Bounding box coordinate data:
····················
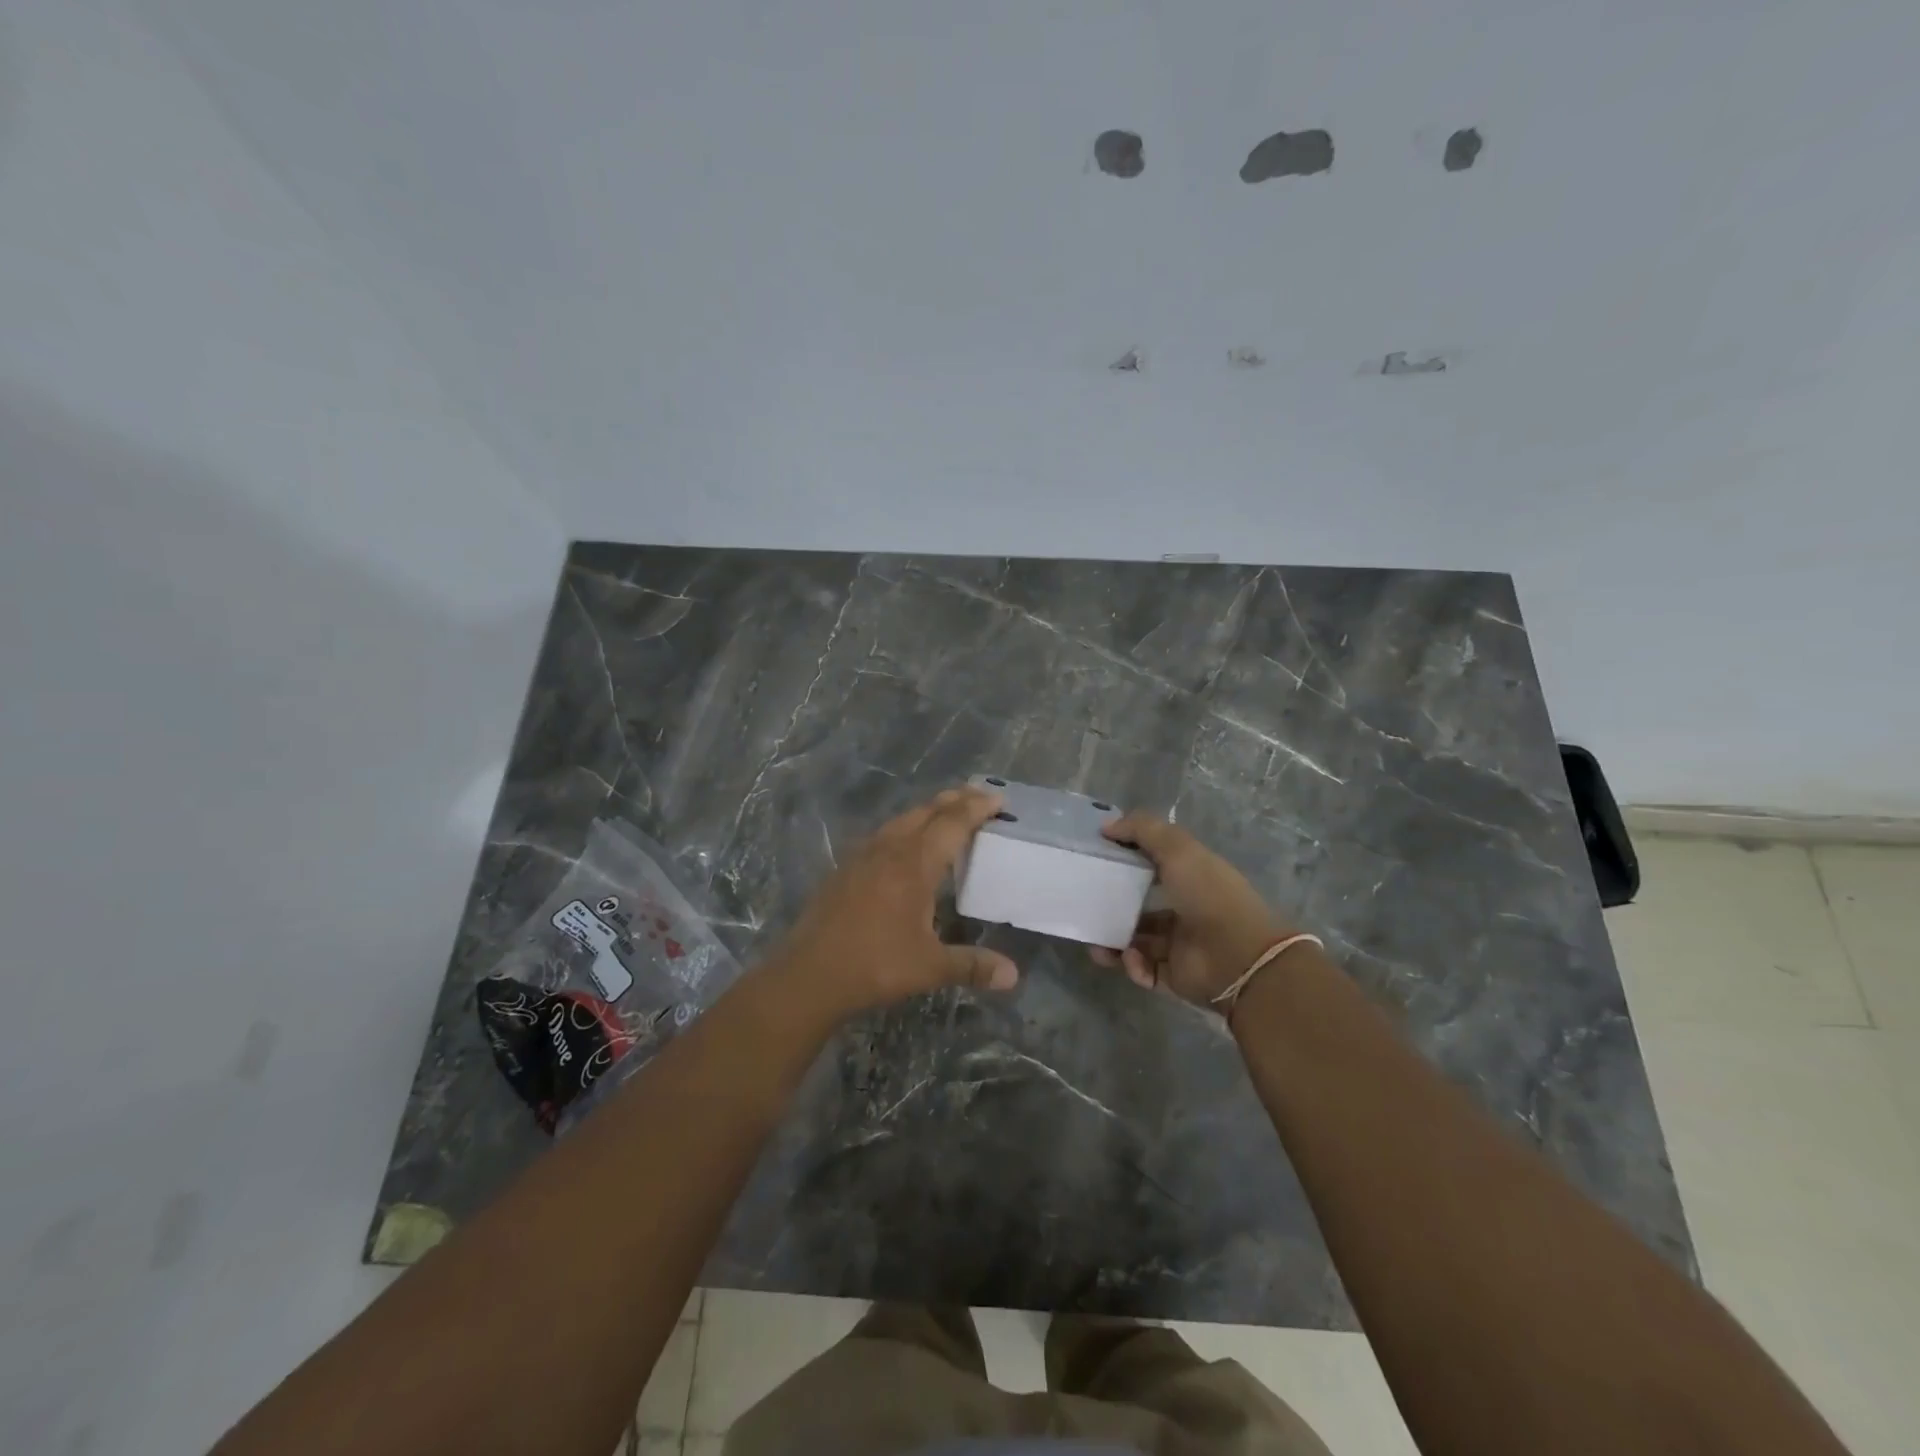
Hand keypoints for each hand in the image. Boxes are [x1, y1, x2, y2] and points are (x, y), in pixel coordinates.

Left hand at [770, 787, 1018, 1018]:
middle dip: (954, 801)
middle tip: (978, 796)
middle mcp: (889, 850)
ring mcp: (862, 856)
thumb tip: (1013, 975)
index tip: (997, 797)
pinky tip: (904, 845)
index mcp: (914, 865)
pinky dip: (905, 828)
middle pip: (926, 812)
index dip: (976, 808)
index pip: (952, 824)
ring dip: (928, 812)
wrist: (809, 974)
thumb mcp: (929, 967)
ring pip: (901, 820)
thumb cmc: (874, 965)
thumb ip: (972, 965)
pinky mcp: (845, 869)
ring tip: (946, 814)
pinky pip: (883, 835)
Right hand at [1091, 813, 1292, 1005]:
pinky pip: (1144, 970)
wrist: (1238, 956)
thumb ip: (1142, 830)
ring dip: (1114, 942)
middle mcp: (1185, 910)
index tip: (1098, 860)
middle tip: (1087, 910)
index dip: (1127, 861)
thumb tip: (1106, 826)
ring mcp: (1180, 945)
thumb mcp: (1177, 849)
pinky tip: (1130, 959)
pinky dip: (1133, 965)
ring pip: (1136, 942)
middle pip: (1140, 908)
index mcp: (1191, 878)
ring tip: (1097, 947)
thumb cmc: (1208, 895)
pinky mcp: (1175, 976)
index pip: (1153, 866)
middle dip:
····················
**Description of the task:** Print the lines of the entries, exactly, from the one containing "pinky pip: (1144, 970)" down to the final line, and leave out all the others.

**Answer space:**
pinky pip: (1144, 970)
wrist: (1238, 956)
thumb ip: (1142, 830)
ring dip: (1114, 942)
middle mcp: (1185, 910)
index tip: (1098, 860)
middle tip: (1087, 910)
index dip: (1127, 861)
thumb tip: (1106, 826)
ring mcp: (1180, 945)
thumb mcp: (1177, 849)
pinky tip: (1130, 959)
pinky dip: (1133, 965)
ring pip: (1136, 942)
middle pip: (1140, 908)
index mcp: (1191, 878)
ring tip: (1097, 947)
thumb cmc: (1208, 895)
pinky mcp: (1175, 976)
index pip: (1153, 866)
middle dip:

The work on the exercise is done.